SCS

"Visual Prompt Selection for In-Context Learning Segmentation Framework"

Generate Convert Improve

Install / Use

/learn @LanqingL/SCS

About this skill

Quality Score

0/100

README

Visual Prompt Selection for In-Context Learning Segmentation

This repository is the implementation of the paper, for more info about this work see Project Page.

Abstract

As a fundamental and extensively studied task in computer vision, image segmentation aims to locate and identify different semantic concepts at the pixel level. Recently, inspired by In-Context Learning (ICL), several generalist segmentation frameworks have been proposed, providing a promising paradigm for segmenting specific objects. However, existing works mostly ignore the value of visual prompts or simply apply similarity sorting to select contextual examples. In this paper, we focus on rethinking and improving the example selection strategy. By comprehensive comparisons, we first demonstrate that ICL-based segmentation models are sensitive to different contexts. Furthermore, empirical evidence indicates that the diversity of contextual prompts plays a crucial role in guiding segmentation. Based on the above insights, we propose a new stepwise context search method. Different from previous works, we construct a small yet rich candidate pool and adaptively search the well-matched contexts. More importantly, this method effectively reduces the annotation cost by compacting the search space.
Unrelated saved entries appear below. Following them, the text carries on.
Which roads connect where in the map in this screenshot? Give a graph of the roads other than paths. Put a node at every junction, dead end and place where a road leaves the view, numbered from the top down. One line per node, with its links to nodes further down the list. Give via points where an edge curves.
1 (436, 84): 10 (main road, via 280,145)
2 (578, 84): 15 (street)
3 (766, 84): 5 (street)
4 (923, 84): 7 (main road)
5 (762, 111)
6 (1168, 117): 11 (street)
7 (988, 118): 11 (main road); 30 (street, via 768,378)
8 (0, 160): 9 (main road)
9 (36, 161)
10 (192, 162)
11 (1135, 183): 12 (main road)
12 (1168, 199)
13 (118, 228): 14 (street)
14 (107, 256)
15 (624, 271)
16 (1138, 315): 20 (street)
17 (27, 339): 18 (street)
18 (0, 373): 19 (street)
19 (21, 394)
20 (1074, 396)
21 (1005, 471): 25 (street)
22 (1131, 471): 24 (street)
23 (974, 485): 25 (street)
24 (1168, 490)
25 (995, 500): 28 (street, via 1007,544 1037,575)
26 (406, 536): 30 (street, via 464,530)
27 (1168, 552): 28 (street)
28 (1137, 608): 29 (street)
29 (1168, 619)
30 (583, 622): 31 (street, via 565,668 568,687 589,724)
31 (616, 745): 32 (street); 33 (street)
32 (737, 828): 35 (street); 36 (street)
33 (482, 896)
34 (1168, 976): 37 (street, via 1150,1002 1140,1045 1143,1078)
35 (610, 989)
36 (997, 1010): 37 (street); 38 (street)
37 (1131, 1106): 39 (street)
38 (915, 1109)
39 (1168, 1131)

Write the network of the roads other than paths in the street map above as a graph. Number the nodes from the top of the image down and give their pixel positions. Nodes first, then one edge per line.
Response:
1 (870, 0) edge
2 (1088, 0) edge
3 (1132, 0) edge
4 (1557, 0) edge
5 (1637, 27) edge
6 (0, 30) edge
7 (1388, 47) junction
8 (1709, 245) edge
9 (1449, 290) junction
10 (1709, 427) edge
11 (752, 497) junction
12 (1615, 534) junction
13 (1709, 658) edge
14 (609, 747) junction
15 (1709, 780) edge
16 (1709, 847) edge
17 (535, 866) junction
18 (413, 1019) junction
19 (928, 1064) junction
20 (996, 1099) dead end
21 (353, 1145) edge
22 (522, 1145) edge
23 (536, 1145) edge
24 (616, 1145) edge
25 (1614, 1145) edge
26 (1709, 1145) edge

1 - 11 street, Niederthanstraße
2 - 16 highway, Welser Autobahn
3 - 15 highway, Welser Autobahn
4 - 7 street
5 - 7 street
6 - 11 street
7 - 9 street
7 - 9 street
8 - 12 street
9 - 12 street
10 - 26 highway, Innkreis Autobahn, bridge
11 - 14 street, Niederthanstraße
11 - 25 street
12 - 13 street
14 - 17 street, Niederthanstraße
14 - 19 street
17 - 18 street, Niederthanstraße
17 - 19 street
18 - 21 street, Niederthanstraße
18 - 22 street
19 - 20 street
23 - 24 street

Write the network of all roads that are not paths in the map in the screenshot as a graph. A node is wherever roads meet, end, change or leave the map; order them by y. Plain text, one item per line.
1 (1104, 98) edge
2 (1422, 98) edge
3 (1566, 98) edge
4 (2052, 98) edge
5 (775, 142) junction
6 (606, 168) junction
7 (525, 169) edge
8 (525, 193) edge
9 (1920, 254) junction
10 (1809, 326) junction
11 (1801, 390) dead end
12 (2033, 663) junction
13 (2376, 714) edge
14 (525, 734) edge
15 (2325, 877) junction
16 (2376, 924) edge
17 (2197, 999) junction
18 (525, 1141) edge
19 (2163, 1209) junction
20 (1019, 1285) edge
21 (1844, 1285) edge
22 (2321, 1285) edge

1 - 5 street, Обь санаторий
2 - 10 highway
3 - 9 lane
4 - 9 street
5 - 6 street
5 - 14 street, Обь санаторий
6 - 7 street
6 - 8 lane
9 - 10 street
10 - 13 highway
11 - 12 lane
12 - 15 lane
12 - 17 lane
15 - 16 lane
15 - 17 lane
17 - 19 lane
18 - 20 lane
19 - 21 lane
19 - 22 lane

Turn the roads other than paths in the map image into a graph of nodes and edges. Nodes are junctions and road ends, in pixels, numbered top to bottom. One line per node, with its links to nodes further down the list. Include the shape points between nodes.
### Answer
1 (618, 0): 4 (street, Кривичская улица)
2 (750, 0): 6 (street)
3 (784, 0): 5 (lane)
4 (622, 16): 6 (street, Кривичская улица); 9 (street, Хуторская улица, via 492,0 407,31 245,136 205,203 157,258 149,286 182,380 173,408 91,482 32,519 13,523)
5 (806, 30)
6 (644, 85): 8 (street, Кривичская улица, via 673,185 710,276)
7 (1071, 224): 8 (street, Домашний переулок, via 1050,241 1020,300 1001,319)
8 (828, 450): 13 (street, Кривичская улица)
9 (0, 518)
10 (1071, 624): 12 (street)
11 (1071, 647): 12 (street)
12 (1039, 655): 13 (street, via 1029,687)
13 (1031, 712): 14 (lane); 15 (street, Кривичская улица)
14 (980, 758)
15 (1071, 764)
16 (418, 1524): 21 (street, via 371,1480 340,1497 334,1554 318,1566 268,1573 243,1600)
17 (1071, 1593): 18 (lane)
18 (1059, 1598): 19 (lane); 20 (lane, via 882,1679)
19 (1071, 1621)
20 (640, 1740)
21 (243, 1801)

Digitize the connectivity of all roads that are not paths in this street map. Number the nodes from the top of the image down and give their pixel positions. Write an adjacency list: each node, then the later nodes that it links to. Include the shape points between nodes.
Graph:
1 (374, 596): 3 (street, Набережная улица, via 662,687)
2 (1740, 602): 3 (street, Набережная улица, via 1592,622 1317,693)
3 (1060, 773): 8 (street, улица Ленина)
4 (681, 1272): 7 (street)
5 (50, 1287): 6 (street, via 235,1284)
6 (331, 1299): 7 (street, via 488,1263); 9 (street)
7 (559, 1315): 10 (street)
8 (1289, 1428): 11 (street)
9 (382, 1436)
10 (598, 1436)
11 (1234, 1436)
Extensive experiments show that our method is an effective strategy for selecting examples and enhancing segmentation performance.

Dataset preparation

Our evaluation pipeline is based on Volumetric Aggregation Transformer. Please follow the dataset preparation steps for PASCAL-5i dataset in this repository.

Prerequisites

Pytorch installation, set cudatoolkit to your cuda version or choose an installation using these instructions.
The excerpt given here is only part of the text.